Teresa Joyce, of the Status of Women Council of the NWT, said everyone needs to recognize the violence, harm and death that our women, girls and two-spirit people continue to experience on a daily basis.

“The statistics are alarming — Indigenous women who make up less than 5% of the Canadian population disproportionately account for 34% of female homicide victims, highlighting the severity of the crisis Canada, said Joyce.

She continued: “More than 63% of Indigenous women have experienced physical or sexual assault in their lifetime. The impact of these disproportionately high rates of violence is felt in all areas of life and impacts us all.”

“We stand in solidarity with the families and communities who continue in the pursuit of justice, healing and change.”
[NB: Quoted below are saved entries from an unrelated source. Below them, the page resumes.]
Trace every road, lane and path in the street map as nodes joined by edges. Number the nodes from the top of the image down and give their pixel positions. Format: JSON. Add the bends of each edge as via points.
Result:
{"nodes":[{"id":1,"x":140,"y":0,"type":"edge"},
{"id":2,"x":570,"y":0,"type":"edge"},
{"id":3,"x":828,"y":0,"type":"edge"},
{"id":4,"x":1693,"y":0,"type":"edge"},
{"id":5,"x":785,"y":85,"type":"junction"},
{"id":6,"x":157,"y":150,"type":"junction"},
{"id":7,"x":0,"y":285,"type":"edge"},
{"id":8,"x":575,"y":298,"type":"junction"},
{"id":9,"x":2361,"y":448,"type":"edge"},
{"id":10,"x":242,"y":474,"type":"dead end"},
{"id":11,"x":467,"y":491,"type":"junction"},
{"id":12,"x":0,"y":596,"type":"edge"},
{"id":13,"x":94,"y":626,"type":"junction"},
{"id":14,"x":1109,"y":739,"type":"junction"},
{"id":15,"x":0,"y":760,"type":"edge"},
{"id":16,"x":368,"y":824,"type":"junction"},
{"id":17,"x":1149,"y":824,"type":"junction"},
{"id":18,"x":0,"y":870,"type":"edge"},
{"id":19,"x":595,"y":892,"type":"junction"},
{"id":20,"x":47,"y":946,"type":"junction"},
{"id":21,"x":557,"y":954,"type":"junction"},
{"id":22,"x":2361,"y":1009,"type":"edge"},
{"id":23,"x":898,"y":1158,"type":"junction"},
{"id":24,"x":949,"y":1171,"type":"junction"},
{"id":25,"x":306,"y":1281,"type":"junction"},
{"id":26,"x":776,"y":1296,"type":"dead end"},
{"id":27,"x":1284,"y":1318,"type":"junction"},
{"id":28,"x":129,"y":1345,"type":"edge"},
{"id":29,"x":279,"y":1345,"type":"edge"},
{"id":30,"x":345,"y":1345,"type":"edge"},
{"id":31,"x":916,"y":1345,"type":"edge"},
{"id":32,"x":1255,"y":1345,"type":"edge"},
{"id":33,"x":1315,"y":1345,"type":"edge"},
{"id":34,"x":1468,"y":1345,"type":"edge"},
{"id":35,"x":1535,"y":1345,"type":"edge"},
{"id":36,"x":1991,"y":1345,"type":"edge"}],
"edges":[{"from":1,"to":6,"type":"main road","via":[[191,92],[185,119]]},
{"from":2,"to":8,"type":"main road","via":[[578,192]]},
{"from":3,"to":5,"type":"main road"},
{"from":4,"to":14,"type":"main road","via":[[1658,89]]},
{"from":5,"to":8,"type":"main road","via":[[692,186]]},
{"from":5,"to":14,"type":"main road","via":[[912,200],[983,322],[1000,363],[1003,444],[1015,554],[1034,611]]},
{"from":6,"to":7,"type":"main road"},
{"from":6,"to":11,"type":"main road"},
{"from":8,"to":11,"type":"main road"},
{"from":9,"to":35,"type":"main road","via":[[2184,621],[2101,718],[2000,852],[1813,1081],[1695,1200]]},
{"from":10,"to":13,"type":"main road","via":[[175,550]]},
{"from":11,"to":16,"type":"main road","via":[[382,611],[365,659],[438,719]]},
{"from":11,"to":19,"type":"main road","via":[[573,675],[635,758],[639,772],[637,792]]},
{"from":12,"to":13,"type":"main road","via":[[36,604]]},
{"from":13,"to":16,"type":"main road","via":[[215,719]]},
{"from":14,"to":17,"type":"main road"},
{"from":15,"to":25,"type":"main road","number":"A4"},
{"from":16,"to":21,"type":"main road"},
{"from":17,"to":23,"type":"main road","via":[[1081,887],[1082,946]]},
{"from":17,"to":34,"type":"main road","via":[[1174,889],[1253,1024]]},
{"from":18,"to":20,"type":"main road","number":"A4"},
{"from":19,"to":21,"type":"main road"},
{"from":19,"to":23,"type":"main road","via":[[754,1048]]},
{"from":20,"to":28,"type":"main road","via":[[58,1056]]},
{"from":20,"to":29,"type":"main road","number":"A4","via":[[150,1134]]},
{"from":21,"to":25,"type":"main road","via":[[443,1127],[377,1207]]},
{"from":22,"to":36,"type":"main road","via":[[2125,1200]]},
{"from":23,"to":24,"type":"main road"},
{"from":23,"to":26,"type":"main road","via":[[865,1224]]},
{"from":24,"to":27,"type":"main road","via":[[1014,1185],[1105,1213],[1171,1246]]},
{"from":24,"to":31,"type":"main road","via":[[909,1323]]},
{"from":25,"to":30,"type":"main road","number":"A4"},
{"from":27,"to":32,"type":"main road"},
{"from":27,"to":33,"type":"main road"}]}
Nationally, the Congress of Aboriginal Peoples called on all Canadians to stand in solidarity this Red Dress Day and to demand meaningful action on the 231 Calls for Justice from the National Inquiry into Missing and Murdered Indigenous Women and Girls.

“This is not just a headline, it is a relentless grief that Indigenous families carry every day,” National Chief Brendan Moore stated in a release. “Canada has made countless promises, but words are not enough.

“Families deserve answers. Communities deserve safety. And Indigenous women, girls, and 2SLGBTQQIA+ people deserve justice, dignity, and protection.

“This is a human rights crisis. And it is happening here. In Canada. Right now. We will not be silent.”